Migration
happens.”
    She looked at Tie. His weary face was streaked with drying mud and a line of grease. A bit of pink foam was stuck in his hair above his left ear. “That it does,” she agreed. “Let’s head back. I’ve seen enough.”
    And if she believed this earthquake “happened,” Mac told herself, so far beyond mere fury she felt nothing but cold, she should invest in that fabled bridge across the Bering Strait.

    A few meetings were actually fun—those rare events involved pizza, a tub of ice-cold beer, and the joyous task of celebrating a colleague’s latest success, whether publication or offspring.
    Most, like this one, were thinly disguised battles, usually with the outcome predetermined and of no joy to anyone.
    Mac planned to make it quick. Speed didn’t help when pulling off bandages, but she hoped in this case it would limit the fallout.
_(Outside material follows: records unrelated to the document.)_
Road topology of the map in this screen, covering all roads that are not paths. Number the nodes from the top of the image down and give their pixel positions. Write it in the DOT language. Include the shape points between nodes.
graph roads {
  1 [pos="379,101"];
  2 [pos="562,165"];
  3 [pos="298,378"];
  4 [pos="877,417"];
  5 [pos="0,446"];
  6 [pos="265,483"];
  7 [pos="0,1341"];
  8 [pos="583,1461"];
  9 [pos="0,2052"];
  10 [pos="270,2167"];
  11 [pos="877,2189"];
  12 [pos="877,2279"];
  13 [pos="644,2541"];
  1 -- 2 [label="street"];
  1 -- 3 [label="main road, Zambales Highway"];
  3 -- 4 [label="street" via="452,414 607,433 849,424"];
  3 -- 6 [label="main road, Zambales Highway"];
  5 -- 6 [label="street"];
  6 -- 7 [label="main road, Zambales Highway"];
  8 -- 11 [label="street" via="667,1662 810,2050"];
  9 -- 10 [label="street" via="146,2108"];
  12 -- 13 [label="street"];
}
With any luck, everyone would leave mad at her instead of each other.
    She hated meetings.
    “Let’s get started,” she ordered quietly, surveying the gallery from the centermost seat at the head table. That table was raised on a small dais, allowing the entire roomful of people a clear view of Mac, Kammie, and the other five senior scientists. Or guest speakers, hired bands, talent shows, and the like.
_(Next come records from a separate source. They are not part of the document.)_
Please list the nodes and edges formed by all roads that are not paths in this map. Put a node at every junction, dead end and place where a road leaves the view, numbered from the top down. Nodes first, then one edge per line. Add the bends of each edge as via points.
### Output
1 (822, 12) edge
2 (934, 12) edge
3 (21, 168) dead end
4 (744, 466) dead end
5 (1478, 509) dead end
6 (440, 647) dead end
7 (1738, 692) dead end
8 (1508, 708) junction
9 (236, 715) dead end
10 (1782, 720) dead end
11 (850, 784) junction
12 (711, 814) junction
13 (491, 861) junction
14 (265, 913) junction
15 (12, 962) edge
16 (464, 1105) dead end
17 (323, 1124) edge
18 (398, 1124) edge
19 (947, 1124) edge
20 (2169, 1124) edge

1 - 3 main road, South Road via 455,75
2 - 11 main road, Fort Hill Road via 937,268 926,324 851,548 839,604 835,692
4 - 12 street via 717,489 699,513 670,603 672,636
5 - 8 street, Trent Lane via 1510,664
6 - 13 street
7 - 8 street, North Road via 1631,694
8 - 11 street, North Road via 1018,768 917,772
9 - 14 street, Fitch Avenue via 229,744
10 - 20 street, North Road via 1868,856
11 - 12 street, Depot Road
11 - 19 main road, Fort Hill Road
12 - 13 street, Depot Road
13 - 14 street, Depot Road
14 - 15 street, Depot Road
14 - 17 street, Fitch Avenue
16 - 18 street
    No one expected entertainment today, not with Pod Three reverberating each time a floating, dying tree bumped and scraped against its supports, not with the view out the transparent walls showing an ocean stained with the blood of a mountain.
    “We’ve conferred with—” everyone possible, Mac almost said, then changed it to “—experts. The bottom beneath the pods is stable, but seriously disturbed. You’ve seen for yourselves the state of the shoreline. Rather than reinstall the permanent anchors and resume our work here—” The shock traveled across the room, mirrored in all of their faces. Did they think nothing would change? Mac raged—but kept it to herself. They didn’t need her pain as well as their own. “—Pods One, Three, Four, Five, and Six will be towed to a new site.”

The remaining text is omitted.